#### RECORDS FOR THE TASK

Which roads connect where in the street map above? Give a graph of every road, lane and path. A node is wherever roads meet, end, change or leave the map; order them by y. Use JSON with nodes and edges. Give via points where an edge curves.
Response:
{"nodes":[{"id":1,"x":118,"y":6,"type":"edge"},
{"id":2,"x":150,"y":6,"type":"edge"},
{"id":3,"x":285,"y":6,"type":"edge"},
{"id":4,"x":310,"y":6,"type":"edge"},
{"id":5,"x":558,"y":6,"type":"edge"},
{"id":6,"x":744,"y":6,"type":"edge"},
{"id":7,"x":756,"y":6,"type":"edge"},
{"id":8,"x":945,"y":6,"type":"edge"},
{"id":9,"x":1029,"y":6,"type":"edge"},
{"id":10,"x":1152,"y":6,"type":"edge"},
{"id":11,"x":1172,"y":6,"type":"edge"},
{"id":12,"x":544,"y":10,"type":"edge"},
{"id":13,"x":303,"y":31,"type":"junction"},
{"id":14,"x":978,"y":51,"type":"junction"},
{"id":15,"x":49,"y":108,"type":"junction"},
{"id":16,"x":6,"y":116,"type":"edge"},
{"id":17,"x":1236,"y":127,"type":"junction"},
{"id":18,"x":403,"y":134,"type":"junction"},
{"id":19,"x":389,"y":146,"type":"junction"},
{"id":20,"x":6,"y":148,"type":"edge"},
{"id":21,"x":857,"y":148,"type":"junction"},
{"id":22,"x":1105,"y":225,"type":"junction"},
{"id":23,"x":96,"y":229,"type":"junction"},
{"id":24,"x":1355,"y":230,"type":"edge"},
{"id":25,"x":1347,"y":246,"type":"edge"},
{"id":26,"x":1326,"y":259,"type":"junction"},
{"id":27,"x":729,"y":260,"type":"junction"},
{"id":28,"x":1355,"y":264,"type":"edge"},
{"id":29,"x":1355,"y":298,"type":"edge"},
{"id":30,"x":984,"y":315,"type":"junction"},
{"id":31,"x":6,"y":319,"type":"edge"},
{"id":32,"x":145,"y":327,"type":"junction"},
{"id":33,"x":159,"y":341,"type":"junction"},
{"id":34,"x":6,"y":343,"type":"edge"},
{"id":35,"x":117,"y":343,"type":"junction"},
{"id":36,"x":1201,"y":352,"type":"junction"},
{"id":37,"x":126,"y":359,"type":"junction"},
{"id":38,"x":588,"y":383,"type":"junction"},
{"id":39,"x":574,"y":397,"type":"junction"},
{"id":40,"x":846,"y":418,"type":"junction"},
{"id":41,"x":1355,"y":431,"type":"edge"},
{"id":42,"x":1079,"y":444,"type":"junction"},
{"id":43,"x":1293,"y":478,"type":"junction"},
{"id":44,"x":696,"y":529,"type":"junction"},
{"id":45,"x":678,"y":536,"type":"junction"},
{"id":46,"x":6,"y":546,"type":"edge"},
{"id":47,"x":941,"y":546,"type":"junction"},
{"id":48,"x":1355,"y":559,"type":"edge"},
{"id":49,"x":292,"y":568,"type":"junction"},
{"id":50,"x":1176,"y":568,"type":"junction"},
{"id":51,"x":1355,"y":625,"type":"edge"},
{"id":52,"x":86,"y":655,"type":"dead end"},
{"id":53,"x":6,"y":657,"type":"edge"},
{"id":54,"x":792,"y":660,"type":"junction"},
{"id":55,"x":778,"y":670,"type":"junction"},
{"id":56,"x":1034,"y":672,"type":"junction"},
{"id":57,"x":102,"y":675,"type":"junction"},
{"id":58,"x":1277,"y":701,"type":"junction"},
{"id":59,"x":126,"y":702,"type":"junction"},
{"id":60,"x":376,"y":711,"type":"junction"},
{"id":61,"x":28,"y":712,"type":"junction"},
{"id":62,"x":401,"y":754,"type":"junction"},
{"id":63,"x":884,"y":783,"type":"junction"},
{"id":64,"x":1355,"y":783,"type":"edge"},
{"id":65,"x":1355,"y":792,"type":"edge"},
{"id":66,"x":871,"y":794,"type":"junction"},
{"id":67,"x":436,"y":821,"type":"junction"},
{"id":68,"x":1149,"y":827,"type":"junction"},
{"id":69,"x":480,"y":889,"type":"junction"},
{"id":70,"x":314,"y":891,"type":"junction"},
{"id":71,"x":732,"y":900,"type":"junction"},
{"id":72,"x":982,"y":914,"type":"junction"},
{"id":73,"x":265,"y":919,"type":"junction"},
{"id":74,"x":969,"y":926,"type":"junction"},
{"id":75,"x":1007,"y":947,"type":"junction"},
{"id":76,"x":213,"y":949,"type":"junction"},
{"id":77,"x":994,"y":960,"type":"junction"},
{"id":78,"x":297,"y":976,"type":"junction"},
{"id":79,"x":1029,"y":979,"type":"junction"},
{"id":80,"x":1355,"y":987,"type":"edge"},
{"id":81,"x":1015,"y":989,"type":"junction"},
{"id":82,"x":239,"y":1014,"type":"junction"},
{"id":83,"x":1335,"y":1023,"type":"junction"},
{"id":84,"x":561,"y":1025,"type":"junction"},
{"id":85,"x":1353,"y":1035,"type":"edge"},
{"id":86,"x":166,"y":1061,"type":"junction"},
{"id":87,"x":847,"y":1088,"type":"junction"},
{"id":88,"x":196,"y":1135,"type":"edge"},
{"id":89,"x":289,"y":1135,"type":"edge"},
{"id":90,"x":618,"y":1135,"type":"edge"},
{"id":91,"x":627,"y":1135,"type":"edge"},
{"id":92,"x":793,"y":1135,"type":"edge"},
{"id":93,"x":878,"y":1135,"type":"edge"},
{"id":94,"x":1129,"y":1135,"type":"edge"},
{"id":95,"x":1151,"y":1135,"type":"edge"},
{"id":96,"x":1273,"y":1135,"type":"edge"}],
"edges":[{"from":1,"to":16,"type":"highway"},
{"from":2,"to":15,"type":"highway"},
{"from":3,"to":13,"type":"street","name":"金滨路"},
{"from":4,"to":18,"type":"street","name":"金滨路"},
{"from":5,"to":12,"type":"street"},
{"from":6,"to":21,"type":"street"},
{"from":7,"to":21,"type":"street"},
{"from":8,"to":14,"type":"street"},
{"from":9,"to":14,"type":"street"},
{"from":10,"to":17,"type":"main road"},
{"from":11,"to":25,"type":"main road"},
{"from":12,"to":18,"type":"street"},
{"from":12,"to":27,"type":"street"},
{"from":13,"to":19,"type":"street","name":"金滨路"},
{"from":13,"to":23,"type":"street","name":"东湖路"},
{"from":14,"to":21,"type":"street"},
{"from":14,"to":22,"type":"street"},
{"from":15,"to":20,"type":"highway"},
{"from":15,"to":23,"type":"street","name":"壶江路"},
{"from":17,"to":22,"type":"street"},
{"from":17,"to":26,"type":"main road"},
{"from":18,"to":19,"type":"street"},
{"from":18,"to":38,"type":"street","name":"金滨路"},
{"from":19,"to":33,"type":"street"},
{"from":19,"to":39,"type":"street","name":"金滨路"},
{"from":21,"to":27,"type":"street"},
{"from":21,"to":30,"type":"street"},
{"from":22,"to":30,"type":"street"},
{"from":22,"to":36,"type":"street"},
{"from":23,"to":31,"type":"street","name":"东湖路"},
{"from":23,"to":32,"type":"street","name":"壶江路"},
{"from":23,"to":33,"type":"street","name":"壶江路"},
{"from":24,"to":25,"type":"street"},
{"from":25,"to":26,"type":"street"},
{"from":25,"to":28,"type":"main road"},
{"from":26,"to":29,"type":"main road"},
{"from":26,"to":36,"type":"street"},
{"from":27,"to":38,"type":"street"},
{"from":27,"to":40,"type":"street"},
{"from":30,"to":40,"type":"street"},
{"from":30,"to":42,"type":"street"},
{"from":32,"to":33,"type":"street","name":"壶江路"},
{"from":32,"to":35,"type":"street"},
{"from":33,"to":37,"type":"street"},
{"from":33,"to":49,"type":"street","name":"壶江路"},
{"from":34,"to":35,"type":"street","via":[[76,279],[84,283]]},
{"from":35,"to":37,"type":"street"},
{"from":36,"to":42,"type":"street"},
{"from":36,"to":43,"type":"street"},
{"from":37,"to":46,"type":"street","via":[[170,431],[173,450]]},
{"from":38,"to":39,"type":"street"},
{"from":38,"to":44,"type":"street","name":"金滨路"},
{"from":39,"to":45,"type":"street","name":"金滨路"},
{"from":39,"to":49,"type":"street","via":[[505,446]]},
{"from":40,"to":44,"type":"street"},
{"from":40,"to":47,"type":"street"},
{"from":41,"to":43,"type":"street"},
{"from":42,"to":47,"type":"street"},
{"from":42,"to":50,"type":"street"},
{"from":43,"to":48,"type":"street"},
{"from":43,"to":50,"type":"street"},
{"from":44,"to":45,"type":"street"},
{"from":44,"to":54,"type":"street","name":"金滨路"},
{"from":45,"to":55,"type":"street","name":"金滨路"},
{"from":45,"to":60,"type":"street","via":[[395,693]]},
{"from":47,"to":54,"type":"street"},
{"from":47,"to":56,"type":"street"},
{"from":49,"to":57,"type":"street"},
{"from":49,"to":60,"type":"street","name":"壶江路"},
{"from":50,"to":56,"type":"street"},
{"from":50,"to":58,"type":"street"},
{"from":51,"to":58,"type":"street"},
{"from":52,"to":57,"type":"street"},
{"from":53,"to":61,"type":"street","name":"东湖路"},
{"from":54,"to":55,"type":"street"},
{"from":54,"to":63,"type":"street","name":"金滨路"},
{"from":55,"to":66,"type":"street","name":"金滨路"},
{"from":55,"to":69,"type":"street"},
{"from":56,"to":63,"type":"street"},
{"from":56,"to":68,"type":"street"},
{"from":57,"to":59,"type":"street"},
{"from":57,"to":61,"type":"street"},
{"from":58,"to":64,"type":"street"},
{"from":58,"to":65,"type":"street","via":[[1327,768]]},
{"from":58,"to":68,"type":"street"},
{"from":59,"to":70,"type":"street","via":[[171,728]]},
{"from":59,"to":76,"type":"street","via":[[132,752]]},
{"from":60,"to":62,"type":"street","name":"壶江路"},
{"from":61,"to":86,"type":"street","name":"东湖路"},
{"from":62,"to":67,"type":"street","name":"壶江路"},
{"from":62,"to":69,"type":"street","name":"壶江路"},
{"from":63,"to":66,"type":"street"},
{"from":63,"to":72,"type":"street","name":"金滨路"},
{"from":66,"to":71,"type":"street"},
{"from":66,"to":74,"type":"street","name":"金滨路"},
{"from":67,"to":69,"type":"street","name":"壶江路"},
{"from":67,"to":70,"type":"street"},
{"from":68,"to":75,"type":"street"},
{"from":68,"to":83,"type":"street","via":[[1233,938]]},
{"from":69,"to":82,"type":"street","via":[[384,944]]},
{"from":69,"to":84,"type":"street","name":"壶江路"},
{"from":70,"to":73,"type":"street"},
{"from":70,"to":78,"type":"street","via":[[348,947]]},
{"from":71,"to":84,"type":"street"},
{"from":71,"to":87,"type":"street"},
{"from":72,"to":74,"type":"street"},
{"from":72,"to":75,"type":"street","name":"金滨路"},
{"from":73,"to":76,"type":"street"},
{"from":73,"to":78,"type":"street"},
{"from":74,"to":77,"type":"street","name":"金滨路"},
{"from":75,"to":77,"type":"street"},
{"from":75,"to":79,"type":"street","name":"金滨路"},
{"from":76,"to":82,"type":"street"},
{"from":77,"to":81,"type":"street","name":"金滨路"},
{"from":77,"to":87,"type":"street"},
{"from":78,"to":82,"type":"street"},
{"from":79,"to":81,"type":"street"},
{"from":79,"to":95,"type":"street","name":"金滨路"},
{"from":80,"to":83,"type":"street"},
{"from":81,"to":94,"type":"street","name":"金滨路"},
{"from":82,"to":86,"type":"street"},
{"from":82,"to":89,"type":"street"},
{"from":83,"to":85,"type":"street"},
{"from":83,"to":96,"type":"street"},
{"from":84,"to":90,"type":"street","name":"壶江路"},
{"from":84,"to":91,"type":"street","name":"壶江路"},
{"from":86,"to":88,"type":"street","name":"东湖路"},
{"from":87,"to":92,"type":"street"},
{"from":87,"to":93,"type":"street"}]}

########

● WHAT THIS TASK INVOLVES
Count every line of the listing holding the string "highway". Reply with the total alone.

● SOLUTION TO THIS TASK
3